If you look at the inside of a kettle, it will usually have a mark that signifies the max level – do not fill above this line. I reckon our schedules should have the same warning! Make a decision about what your max level is for meetings, and try not to fill your schedule above this line. I personally aim for a 50/50 balance between meetings and other work in my week, but you may decide on a different ratio. Maybe your role requires you to spend 60-70% of your time in meetings. But you should be protecting at least 30% of your time for your other work. If not, how can you operate at an elite level?

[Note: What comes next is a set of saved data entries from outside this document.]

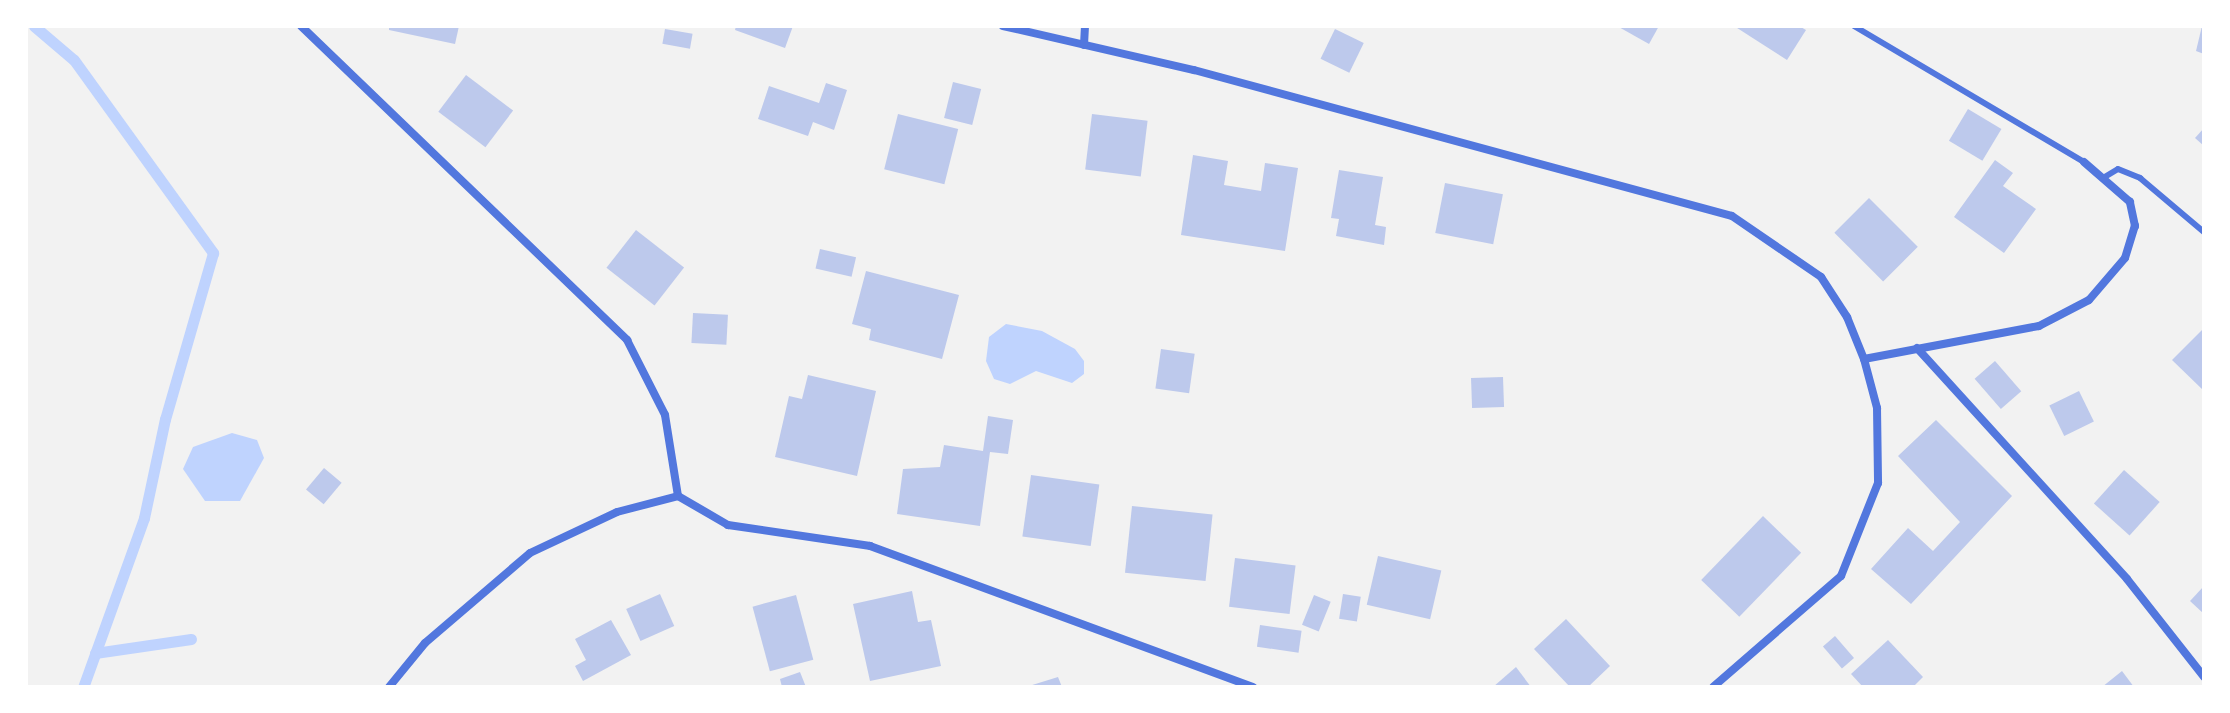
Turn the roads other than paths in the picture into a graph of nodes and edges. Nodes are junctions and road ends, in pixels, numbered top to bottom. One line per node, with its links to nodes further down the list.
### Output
1 (301, 26): 11 (street)
2 (1003, 26): 5 (street)
3 (1085, 26): 5 (street)
4 (1854, 26): 6 (lane)
5 (1084, 45): 10 (street)
6 (2084, 162): 7 (street)
7 (2103, 178): 8 (lane); 9 (street)
8 (2204, 232)
9 (1917, 348): 10 (street); 12 (street)
10 (1864, 359): 15 (street)
11 (678, 496): 13 (street); 14 (street)
12 (2204, 677)
13 (389, 687)
14 (1253, 687)
15 (1713, 687)

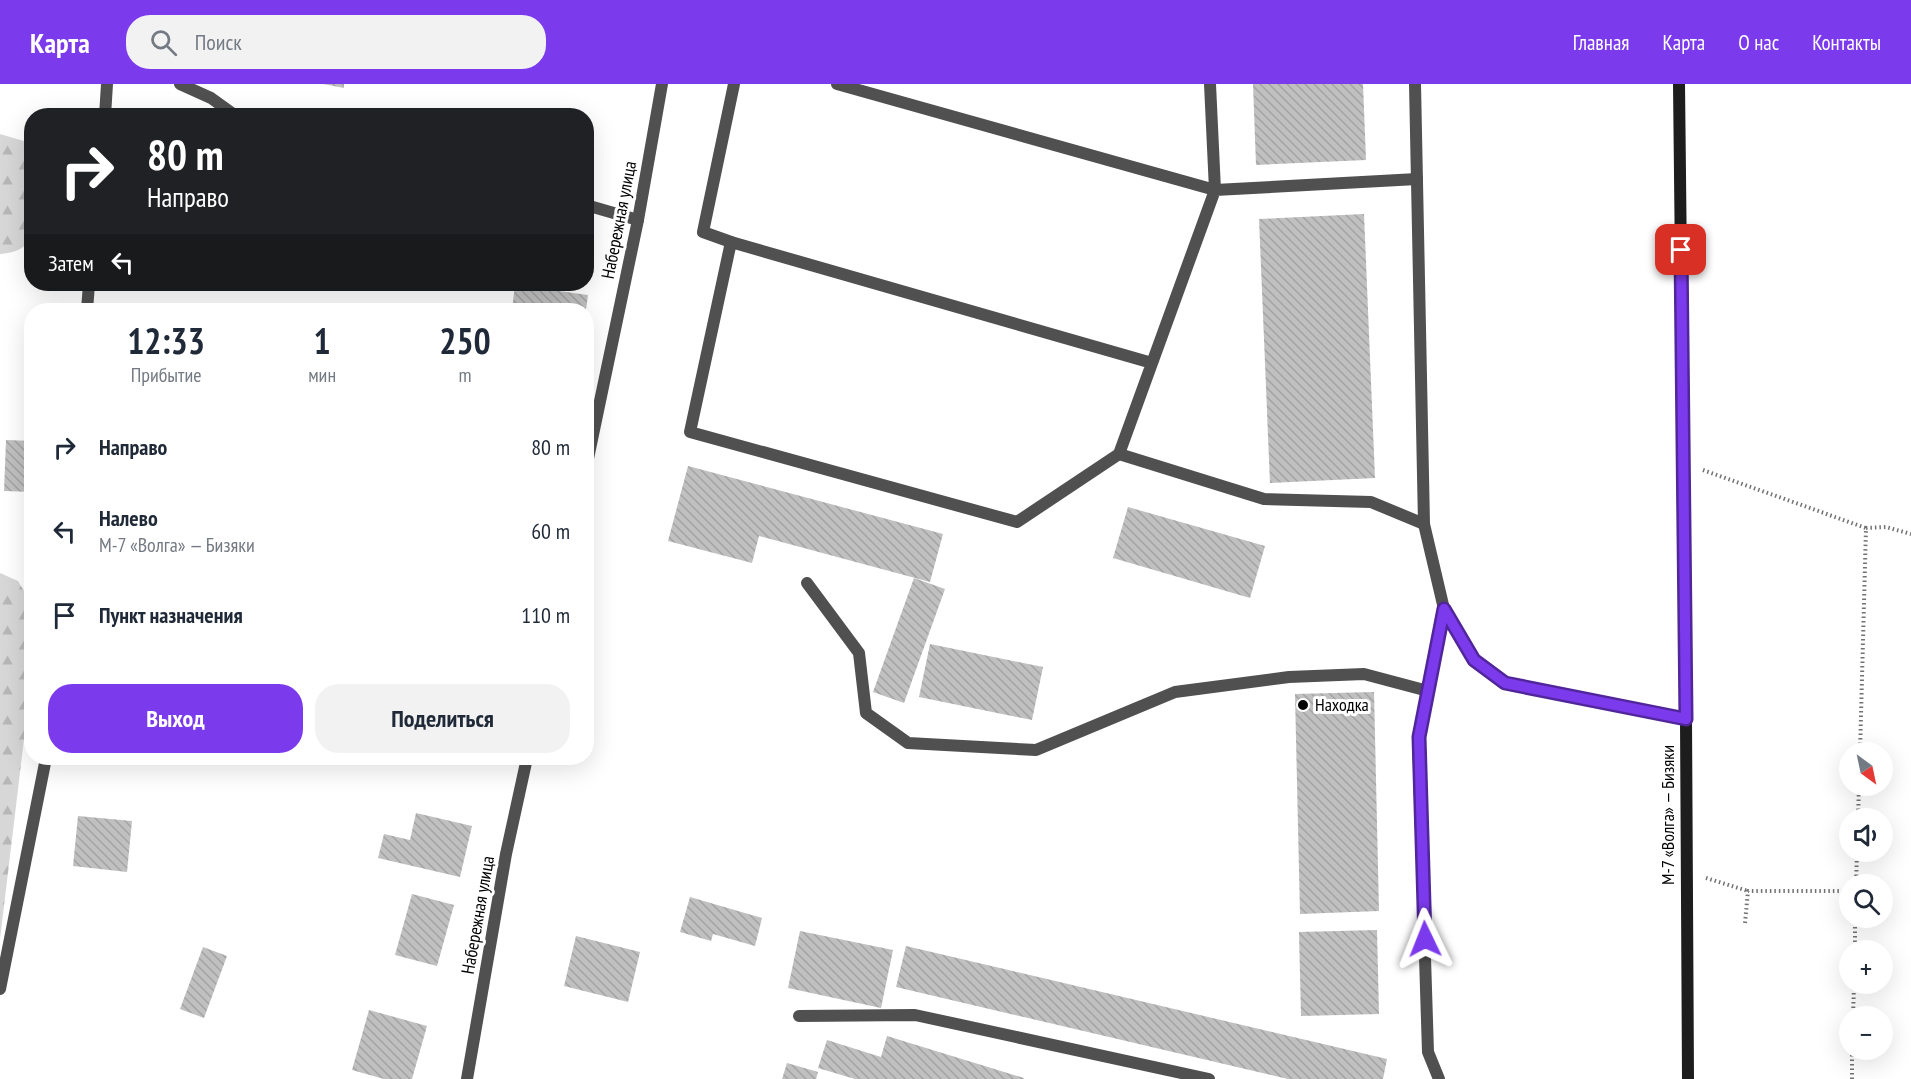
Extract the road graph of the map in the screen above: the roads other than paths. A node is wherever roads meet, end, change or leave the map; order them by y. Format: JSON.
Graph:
{"nodes":[{"id":1,"x":107,"y":84,"type":"edge"},
{"id":2,"x":180,"y":84,"type":"edge"},
{"id":3,"x":662,"y":84,"type":"edge"},
{"id":4,"x":734,"y":84,"type":"edge"},
{"id":5,"x":837,"y":84,"type":"edge"},
{"id":6,"x":1210,"y":84,"type":"edge"},
{"id":7,"x":1415,"y":84,"type":"edge"},
{"id":8,"x":1679,"y":84,"type":"edge"},
{"id":9,"x":106,"y":108,"type":"edge"},
{"id":10,"x":225,"y":108,"type":"edge"},
{"id":11,"x":1417,"y":179,"type":"junction"},
{"id":12,"x":1215,"y":190,"type":"junction"},
{"id":13,"x":594,"y":207,"type":"edge"},
{"id":14,"x":638,"y":220,"type":"junction"},
{"id":15,"x":731,"y":242,"type":"junction"},
{"id":16,"x":1152,"y":363,"type":"junction"},
{"id":17,"x":594,"y":430,"type":"edge"},
{"id":18,"x":1119,"y":454,"type":"junction"},
{"id":19,"x":1424,"y":524,"type":"junction"},
{"id":20,"x":807,"y":583,"type":"dead end"},
{"id":21,"x":1444,"y":609,"type":"junction"},
{"id":22,"x":1428,"y":691,"type":"junction"},
{"id":23,"x":1686,"y":719,"type":"junction"},
{"id":24,"x":45,"y":765,"type":"edge"},
{"id":25,"x":525,"y":765,"type":"edge"},
{"id":26,"x":0,"y":989,"type":"edge"},
{"id":27,"x":799,"y":1016,"type":"dead end"},
{"id":28,"x":467,"y":1079,"type":"edge"},
{"id":29,"x":1209,"y":1079,"type":"edge"},
{"id":30,"x":1439,"y":1079,"type":"edge"},
{"id":31,"x":1688,"y":1079,"type":"edge"}],
"edges":[{"from":1,"to":9,"type":"street"},
{"from":2,"to":10,"type":"street"},
{"from":3,"to":14,"type":"street","name":"Набережная улица"},
{"from":4,"to":15,"type":"street"},
{"from":5,"to":12,"type":"street"},
{"from":6,"to":12,"type":"street"},
{"from":7,"to":11,"type":"street"},
{"from":8,"to":23,"type":"main road","name":"М-7 «Волга» — Бизяки"},
{"from":11,"to":12,"type":"street"},
{"from":11,"to":19,"type":"street"},
{"from":12,"to":16,"type":"street"},
{"from":13,"to":14,"type":"street"},
{"from":14,"to":17,"type":"street","name":"Набережная улица"},
{"from":15,"to":16,"type":"street"},
{"from":15,"to":18,"type":"street"},
{"from":16,"to":18,"type":"street"},
{"from":18,"to":19,"type":"street"},
{"from":19,"to":21,"type":"street"},
{"from":20,"to":22,"type":"street"},
{"from":21,"to":22,"type":"street"},
{"from":21,"to":23,"type":"street"},
{"from":22,"to":30,"type":"street"},
{"from":23,"to":31,"type":"main road","name":"М-7 «Волга» — Бизяки"},
{"from":24,"to":26,"type":"street"},
{"from":25,"to":28,"type":"street","name":"Набережная улица"},
{"from":27,"to":29,"type":"street"}]}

The second focus should be your team. What is your role as a leader in helping them to be more productive? How can you remove some of the friction that is getting in the way of them doing their best work? In my second book, Smart Teams, I talked about how productivity cultures can have a massive impact on productivity. You and your team are working in a communication culture that may be killing productivity because of the high levels of email noise. Likewise, your meeting culture, your collaboration culture, and your urgency culture may be having a negative impact.
A part of your role as a leader is to build productive cultures that create flow rather than friction. This takes time, energy, and focus, but what better use of a leader’s time, energy, and focus than increasing the capacity of their team?
The final focus for elite-level productivity is the interface between yourself and your team. Just as the Hippocratic oath, which all doctors and surgeons commit to, directs that they ‘do no harm’, I believe that as leaders, we need to ensure that whenever we interface with our team, we do no harm, and do not become the ones creating productivity friction. Likewise, we need to ensure that they are not causing productivity friction for us.
This means we need to examine every situation where we interface with our team and make sure it is streamlined, effective, and productive for all involved. How productive are your one-on-ones? How productively do you delegate work? How much unnecessary friction do your team meetings create? Are you available to your team as they need, or are you always in meetings and never around? (See the previous point).
Productivity is definitely a leadership issue and deserves our time, energy, and focus. Elite levels of productivity are not attained through a book we once read or a training program we attended. Elite-level productivity requires a constant focus, and regular practice and discussion, which over time will lead to a more sustained increase in productivity for you and your team. I think this is worth the effort, even if you are busy. Maybe the fact that you are so busy is the reason you should take this approach!